Problem

Given a singly linked list L: L0→L1→…→Ln-1→Ln, reorder it to: L0→Ln→L1→Ln-1→L2→Ln-2→…

You may not modify the values in the list’s nodes, only nodes itself may be changed.

Example 1:

1	`Given 1->2->3->4, reorder it to 1->4->2->3.`

Example 2:

1	`Given 1->2->3->4->5, reorder it to 1->5->2->4->3.`

Explanation

Make a cur pointer to the head, while the pointer is not null, push cur pointer’s node to the stack.
Note, if there are 4 nodes like 1->2->3->4, then we only need to pop n = (stack.size()-1)/2 = (4-1)/2 = 1 time. Because we just want to connect 1->4, but 2->3 is already connected. After we finish poping n times, we set 3->null, which is st.peek().next = null.
Make cur pointer points back to the head. Now the top node of the stack is the next node of cur.
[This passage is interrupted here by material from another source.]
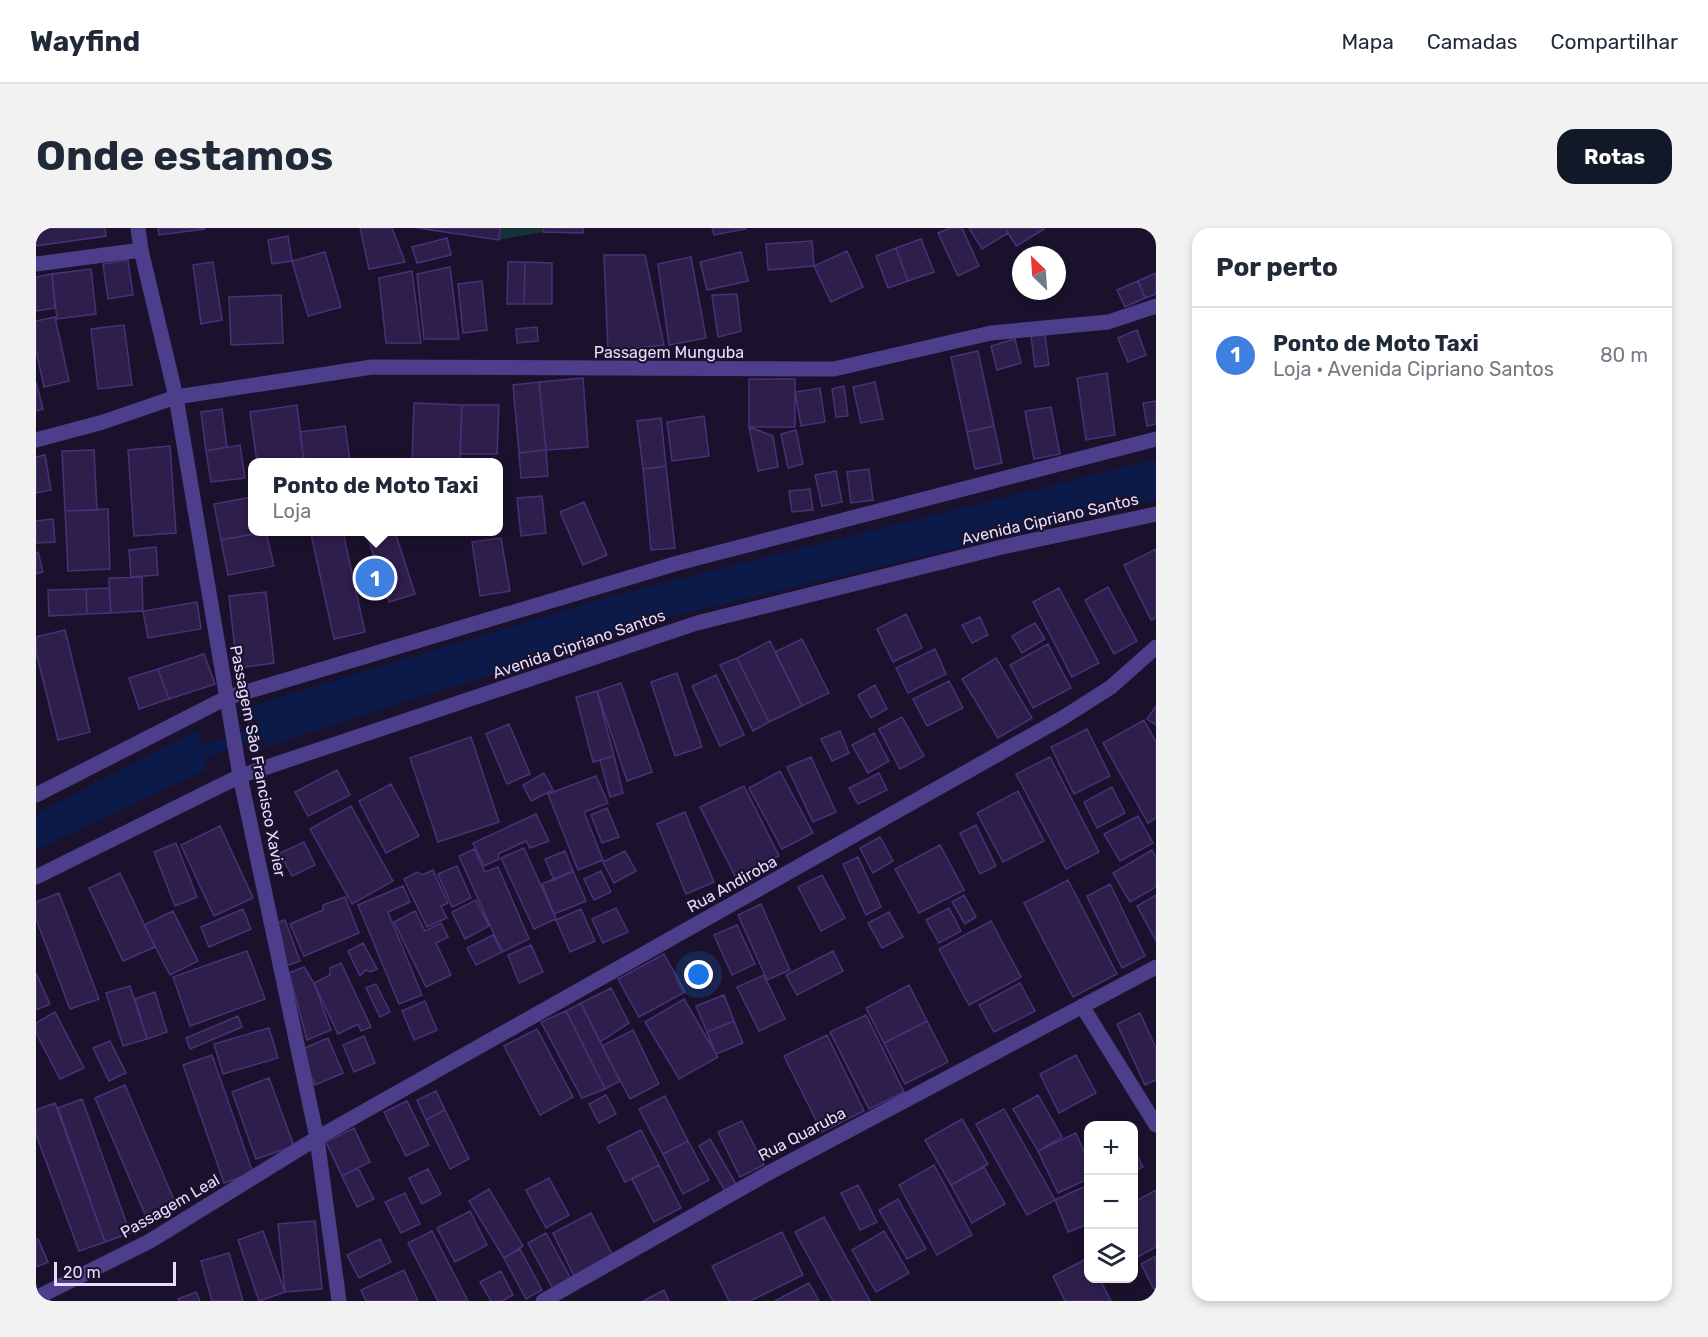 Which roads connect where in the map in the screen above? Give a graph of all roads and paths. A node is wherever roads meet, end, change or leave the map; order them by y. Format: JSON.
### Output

We can pop it and set it to cur.next and move the cur to the right position and decrease the counter.

Solution

/**
 * Definition for singly-linked list.
 * public class ListNode {
 *     int val;
 *     ListNode next;
 *     ListNode(int x) { val = x; }
 * }
 */
class Solution {
    public void reorderList(ListNode head) {
        if (head == null) return;

        Stack<ListNode> st = new Stack<>();
        ListNode cur = head;
        while (cur != null) {
            st.push(cur);
            cur = cur.next;
        }

        cur = head;
        int n = (st.size()-1)/2;
        while (n-- > 0) {
            ListNode next = cur.next;
            ListNode popNode = st.pop();
            cur.next = popNode;
            popNode.next = next;
            cur = next;
        }
        st.peek().next = null;
    }
}